Zur Übersicht Fr, 24. Mai Köln

Kölner Mediensymposium

Vielfaltssicherung und Demokratie im Zeitalter von Algorithmen und Künstlicher Intelligenz

Algorithmen und Künstliche Intelligenz verändern, neben anderen Lebensbereichen, auch unsere Informationskultur. Medieninhalte, Newsfeeds und Suchmaschinenergebnisse werden zunehmend von Unternehmen - häufig in eigenen Interessen - selektiert, gereiht und personalisiert. Dies hat auch fundamentale Auswirkungen auf die Funktion von Meinungsbildung, Meinungsvielfalt und letztlich auf die Grundlagen der Demokratie.

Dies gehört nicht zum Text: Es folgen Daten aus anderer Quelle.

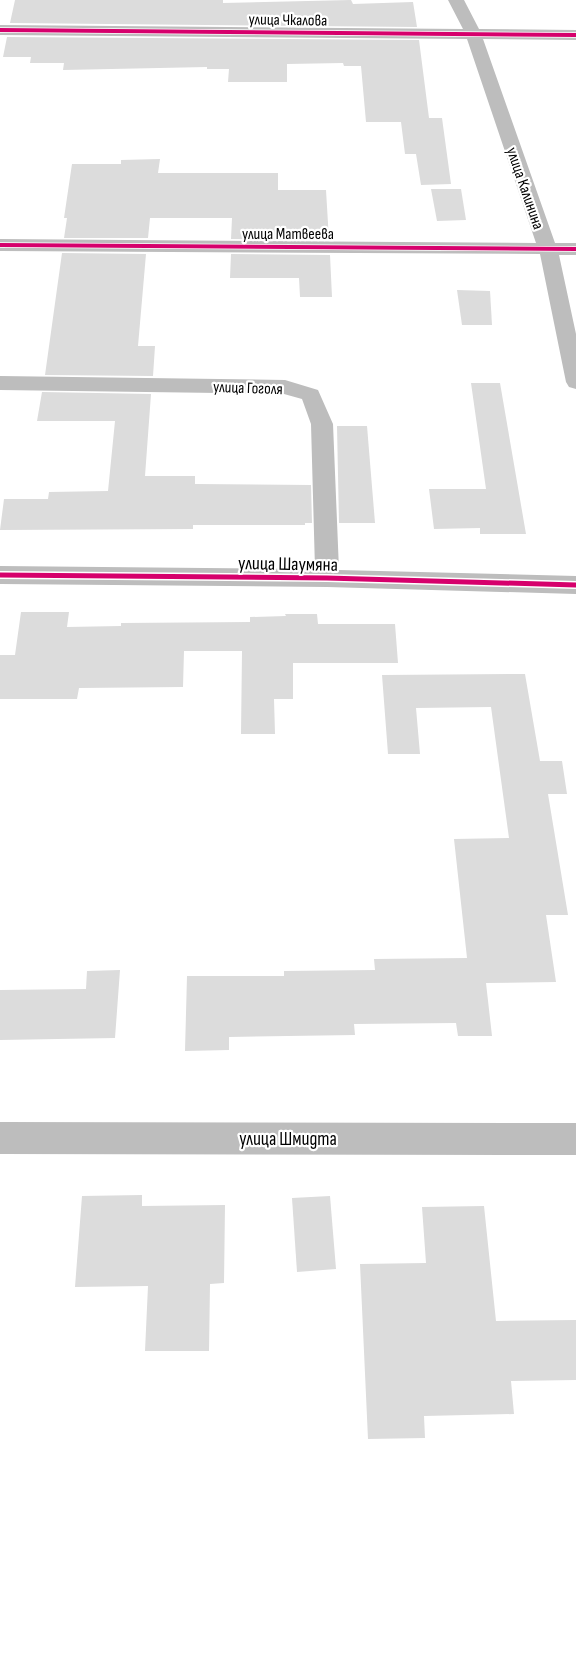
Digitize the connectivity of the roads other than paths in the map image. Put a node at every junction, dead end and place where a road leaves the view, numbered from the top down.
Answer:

Auf dem Kölner Mediensymposium 2019 beleuchten Vertreter aus Wissenschaft und Praxis, in Vorträgen und Diskussionen, diese Herausforderungen für die Informationsgesellschafft. Gemeinsam mit den Teilnehmern sprechen sie über Lösungsansätze für eine nachhaltige Gestaltung von Vielfaltssicherung und Demokratie in Zeiten eines umfassenden Einsatzes von Algorithmen und Künstlicher Intelligenz.

Über die Frage der "Vielfaltssicherung durch Regulierung von Intermediären?" diskutieren Prof. Dr. Tobias Keber (HdM Stuttgart), Jan Kottmann (Leiter Medienpolitik, Google Germany), Prof. Dr. Boris Paal, M.Jur. (Universität Freiburg) und Dr. Tobias Schmid (Direktor, Landesanstalt für Medien NRW). Moderiert wird die Diskussion von Prof. Dr. Rolf Schwartmann, Leiter der Kölner Forschungsstelle für Medienrecht der TH Köln.